Fig. 4. Differential gene expression changes with telomere length across cell types.

a UMAP plot of the cells from the subset of 62 LLD donors with both scRNA-seq and Flow-FISH telomere length data. The cells are coloured by the cell type classification that closely reflects the resolution of the Flow-FISH annotations (i.e., naïve and memory -mem- CD4T and CD8T cells, NK- and B-cells). For visualisation purposes, we down-sampled each of Azimuth’s predicted cell types to 500 cells. b–d Volcano plots showing the results of DE approach II in T-, CD4T and CD8T cells, respectively. For DE approach II, we combined multiple cell types together (in a) in the same analysis (i.e., combining all T, all CD4T, all CD8T, all naïve T and all memory T-cells). DEGs with telomere length are represented in red. Non-DEGs are represented in grey. Labels correspond to the DEGs mentioned in the text. e Heatmap of log-fold change (LFC) per telomere length unit for the set of 97 unique DEGs identified in T-, CD4T and CD8T cells. Non-DEGs are shown in light grey.
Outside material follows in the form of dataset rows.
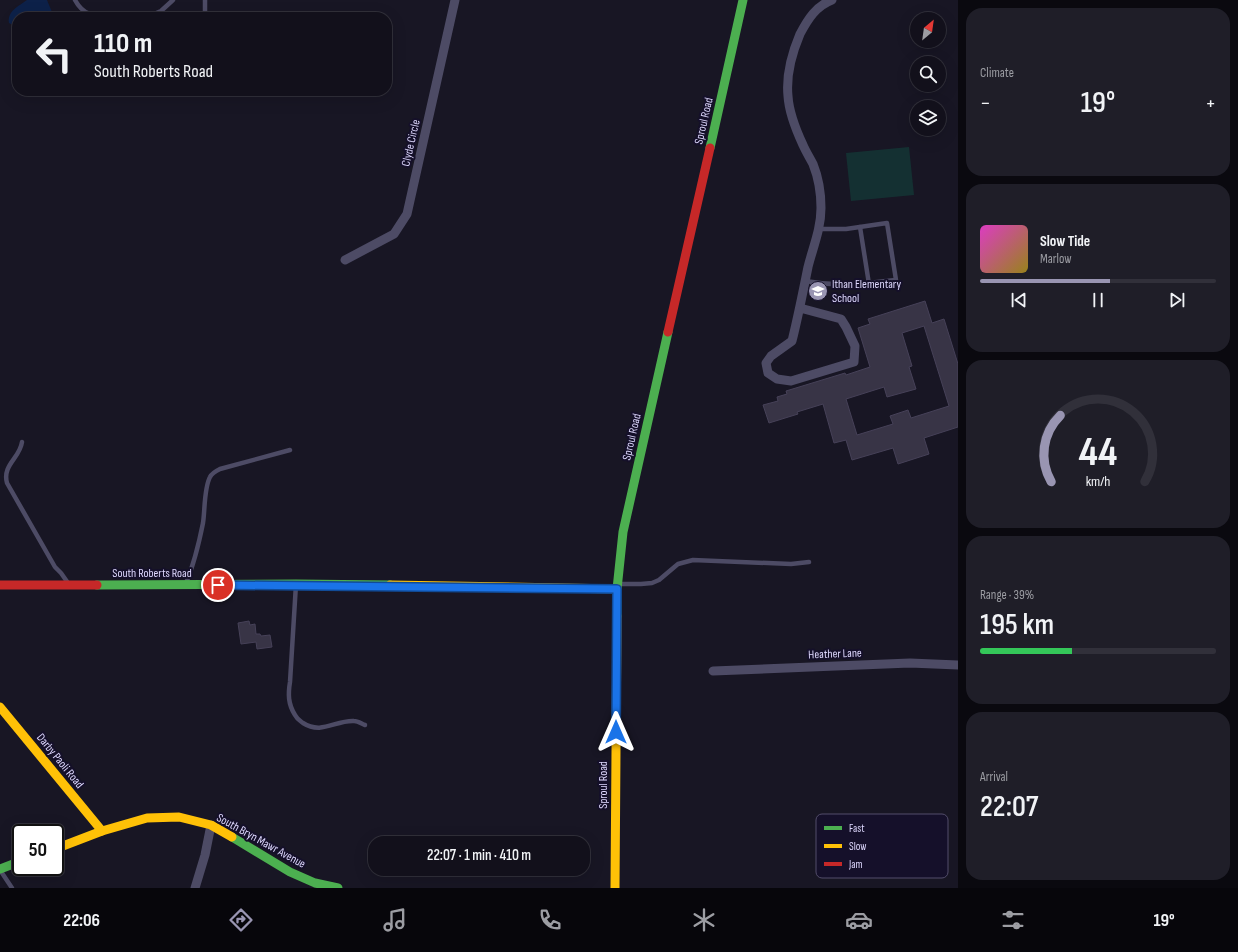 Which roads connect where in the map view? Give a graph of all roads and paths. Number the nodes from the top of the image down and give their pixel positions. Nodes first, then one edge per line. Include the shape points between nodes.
1 (75, 0) edge
2 (174, 0) edge
3 (204, 0) edge
4 (455, 0) edge
5 (743, 0) edge
6 (832, 0) edge
7 (84, 12) edge
8 (159, 12) edge
9 (205, 12) edge
10 (860, 227) junction
11 (819, 229) junction
12 (345, 260) dead end
13 (805, 281) junction
14 (869, 284) junction
15 (800, 308) junction
16 (22, 442) dead end
17 (290, 450) dead end
18 (809, 562) dead end
19 (296, 584) junction
20 (0, 585) edge
21 (69, 585) junction
22 (186, 585) junction
23 (617, 586) junction
24 (958, 665) edge
25 (713, 671) dead end
26 (0, 707) edge
27 (365, 725) dead end
28 (211, 825) junction
29 (102, 831) junction
30 (64, 845) edge
31 (12, 864) edge
32 (0, 869) edge
33 (12, 888) edge
34 (195, 888) edge
35 (338, 888) edge
36 (615, 888) edge

1 - 7 lane
2 - 8 lane
3 - 9 lane
4 - 12 street, Clyde Circle via 407,214 394,234
5 - 23 main road, Sproul Road via 623,532
6 - 11 street via 814,12 803,29 792,57 788,83 793,120 819,182
10 - 11 lane
10 - 14 lane
10 - 14 lane via 887,223 896,280
11 - 13 street
13 - 14 lane via 836,285
13 - 15 street
15 - 15 street via 792,341 771,356 766,363 768,373 777,379 791,381 854,362 855,346 841,319
16 - 21 lane via 21,449 5,475 7,482 55,567
17 - 22 lane via 220,469 210,477 203,523
18 - 23 lane via 791,564 692,560 678,564 652,583
19 - 22 main road, South Roberts Road
19 - 23 main road, South Roberts Road
19 - 27 lane via 288,694 290,707 298,719 311,728 328,727 349,721
20 - 21 main road, South Roberts Road
21 - 22 main road, South Roberts Road
23 - 36 main road, Sproul Road
24 - 25 street, Heather Lane via 910,662
26 - 29 main road, Darby Paoli Road
28 - 29 main road, South Bryn Mawr Avenue via 179,817 147,818
28 - 34 street
28 - 35 main road, South Bryn Mawr Avenue via 290,872 315,883
29 - 30 main road, South Bryn Mawr Avenue
31 - 32 main road
32 - 33 lane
Genes not tested (i.e., those below 10% expression cut-off) are shown in dark grey. The significance level of the DEGs corresponds to the following arbitrary FDR thresholds: FDR < 1 × 10⁻³ (***), FDR < 0.01 (**) and FDR < 0.05 (*). The genes are sorted by their average LFC across cell types. The row annotation bars show whether the genes are located at the subtelomeric (<4 Mb) or subtelomeric long (4–10 Mb) region and if the genes were previously reported in any of the following studies: Pellegrino-Coppola et al.⁵³, Tacutu R et al.⁵⁴, Buxton JL et al.²⁹ or Nittis T et al.⁵¹ (Supplementary Data 11). The distance to the telomeres was not calculated for the mitochondrial gene (MT-CO1) (subtelomeric (<4 Mb) and subtelomeric long (4–10 Mb) = NA). The column annotation on the bar plot shows the total number of cells (nCells) per cell type.